Spontaneous carotid artery (CA) and vertebral artery (VA) dissections account for ~25% of strokes in young adults.  However, spontaneous multiple vessel dissections are rare. We report the first described case of spontaneous triple vessel dissection in a healthy woman with Turner Syndrome (TS).

A 29-year-old woman, with TS presented with sudden onset transient right-sided weakness, paresthesias, and blurred vision. NIHSS was 1for right-sided hemi-sensory loss. Neuroimaging revealed bilateral VA and left ICA dissection, and left posterior thalamic infarct. No triggers for dissection were identified. An echocardiogram revealed no structural abnormalities. Given triple vessel involvement with flow limitation, she was started on anti-coagulation.

She re-presented to the ED with recurrent right lower extremity numbness, right-sided vision loss, and headache. Exam was significant for a new right visual field deficit. Repeat neuroimaging revealed evolution of prior infarct, with stable left ICA, improving left VA and unchanged right VA dissections. Outpatient rheumatology and hematology workup was unremarkable. She has had no recurrence of symptoms on warfarin.

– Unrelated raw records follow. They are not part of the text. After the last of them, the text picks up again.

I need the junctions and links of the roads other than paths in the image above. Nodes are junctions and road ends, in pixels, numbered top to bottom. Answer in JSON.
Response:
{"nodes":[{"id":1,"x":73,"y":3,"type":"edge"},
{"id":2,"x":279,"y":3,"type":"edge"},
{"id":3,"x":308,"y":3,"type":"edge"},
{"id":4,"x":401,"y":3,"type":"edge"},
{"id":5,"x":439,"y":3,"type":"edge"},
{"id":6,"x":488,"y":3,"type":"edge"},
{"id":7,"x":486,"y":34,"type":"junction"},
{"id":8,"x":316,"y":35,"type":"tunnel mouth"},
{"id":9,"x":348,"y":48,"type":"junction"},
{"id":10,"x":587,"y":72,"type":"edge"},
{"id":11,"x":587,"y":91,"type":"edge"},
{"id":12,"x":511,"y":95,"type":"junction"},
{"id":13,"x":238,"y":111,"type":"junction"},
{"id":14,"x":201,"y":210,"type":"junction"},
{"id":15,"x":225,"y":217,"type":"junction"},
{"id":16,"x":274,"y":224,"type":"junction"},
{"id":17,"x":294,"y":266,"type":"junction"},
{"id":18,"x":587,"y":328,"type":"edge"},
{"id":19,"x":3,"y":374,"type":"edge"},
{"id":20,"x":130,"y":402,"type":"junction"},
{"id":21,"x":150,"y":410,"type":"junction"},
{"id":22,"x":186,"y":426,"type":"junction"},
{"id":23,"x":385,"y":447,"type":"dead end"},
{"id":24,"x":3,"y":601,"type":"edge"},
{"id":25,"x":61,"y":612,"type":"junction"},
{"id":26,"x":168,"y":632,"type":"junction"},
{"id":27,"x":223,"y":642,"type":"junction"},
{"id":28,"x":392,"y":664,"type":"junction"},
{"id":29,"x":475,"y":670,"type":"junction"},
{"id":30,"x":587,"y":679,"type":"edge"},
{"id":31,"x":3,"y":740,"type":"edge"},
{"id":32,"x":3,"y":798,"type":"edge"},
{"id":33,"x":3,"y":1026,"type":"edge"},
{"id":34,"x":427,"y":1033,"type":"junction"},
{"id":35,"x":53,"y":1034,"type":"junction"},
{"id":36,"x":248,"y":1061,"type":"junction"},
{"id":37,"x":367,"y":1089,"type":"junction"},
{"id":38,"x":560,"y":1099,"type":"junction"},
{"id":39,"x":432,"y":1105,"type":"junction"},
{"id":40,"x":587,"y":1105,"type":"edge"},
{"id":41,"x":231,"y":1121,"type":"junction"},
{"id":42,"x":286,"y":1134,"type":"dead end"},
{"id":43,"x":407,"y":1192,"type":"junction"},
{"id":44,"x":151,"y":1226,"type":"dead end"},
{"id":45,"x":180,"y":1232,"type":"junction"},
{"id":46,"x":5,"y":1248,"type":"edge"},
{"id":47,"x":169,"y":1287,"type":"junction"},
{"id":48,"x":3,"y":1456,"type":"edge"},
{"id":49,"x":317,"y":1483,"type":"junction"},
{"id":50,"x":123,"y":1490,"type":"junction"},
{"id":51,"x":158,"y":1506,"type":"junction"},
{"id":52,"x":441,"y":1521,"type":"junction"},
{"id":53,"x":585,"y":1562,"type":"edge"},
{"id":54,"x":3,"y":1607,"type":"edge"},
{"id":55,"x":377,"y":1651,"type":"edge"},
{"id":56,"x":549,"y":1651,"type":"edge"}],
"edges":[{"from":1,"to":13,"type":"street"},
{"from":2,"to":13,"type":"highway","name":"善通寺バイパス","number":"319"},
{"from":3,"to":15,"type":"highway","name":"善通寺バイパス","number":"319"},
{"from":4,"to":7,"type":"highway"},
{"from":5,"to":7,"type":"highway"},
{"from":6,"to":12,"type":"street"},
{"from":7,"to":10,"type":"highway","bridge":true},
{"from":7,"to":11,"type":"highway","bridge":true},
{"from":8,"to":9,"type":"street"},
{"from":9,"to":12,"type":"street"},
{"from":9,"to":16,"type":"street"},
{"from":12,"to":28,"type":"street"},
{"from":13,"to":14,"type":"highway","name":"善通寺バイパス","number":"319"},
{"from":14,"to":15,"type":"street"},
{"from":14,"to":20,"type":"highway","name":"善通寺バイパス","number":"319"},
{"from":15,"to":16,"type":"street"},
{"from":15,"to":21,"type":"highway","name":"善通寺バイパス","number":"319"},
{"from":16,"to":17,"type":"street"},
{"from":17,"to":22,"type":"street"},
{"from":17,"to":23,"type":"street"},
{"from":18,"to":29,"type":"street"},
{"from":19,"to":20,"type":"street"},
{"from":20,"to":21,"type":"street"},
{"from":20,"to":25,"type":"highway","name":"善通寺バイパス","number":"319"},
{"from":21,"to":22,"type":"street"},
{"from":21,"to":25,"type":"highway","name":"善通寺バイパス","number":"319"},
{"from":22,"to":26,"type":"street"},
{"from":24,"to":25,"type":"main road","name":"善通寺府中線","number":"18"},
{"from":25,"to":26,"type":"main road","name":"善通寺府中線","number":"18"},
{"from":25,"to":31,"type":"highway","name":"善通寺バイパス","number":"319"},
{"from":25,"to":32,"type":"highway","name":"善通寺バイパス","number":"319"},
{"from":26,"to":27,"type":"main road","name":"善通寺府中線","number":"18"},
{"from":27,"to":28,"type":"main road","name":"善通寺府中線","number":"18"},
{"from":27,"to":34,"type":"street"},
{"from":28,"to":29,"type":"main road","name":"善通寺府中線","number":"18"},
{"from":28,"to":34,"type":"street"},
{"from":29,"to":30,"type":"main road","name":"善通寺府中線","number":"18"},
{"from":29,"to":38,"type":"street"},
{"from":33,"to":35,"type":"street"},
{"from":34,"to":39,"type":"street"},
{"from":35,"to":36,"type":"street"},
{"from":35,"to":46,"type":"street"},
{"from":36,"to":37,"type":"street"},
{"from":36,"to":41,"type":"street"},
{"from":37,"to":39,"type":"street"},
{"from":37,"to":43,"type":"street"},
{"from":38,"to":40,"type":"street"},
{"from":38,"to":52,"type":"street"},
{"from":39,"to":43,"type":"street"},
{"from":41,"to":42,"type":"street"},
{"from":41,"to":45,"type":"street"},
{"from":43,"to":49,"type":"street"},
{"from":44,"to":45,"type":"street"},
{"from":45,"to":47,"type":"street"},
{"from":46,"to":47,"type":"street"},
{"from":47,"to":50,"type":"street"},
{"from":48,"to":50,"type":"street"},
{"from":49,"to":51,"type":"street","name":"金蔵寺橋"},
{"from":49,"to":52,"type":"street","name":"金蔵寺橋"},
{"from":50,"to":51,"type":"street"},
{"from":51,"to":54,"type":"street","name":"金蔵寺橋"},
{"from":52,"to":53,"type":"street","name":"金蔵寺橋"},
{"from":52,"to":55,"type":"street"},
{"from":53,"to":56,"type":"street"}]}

We report a case of spontaneous triple vessel (bilateral VA and left ICA) dissection in a woman with TS with no identified triggers. While aortic dissection is recognized in TS, the risk of CA and/or VA dissection is not well-known. Vascular complications in TS have been ascribed to an underlying intrinsic vasculopathy, attributed to a relative hypo-estrogenic state. The multiple vessel involvement in our case, especially in the absence of aortic involvement, hints towards an underlying systemic vasculopathy. A literature review identified only 3 prior reports of spontaneous extra- or intracranial dissection of the CA or VA in TS. Our case highlights the significance of recognizing dissection as an etiology of stroke in TS patients. Future studies aimed at targeted interventions are warranted to optimize treatment algorithms in this population.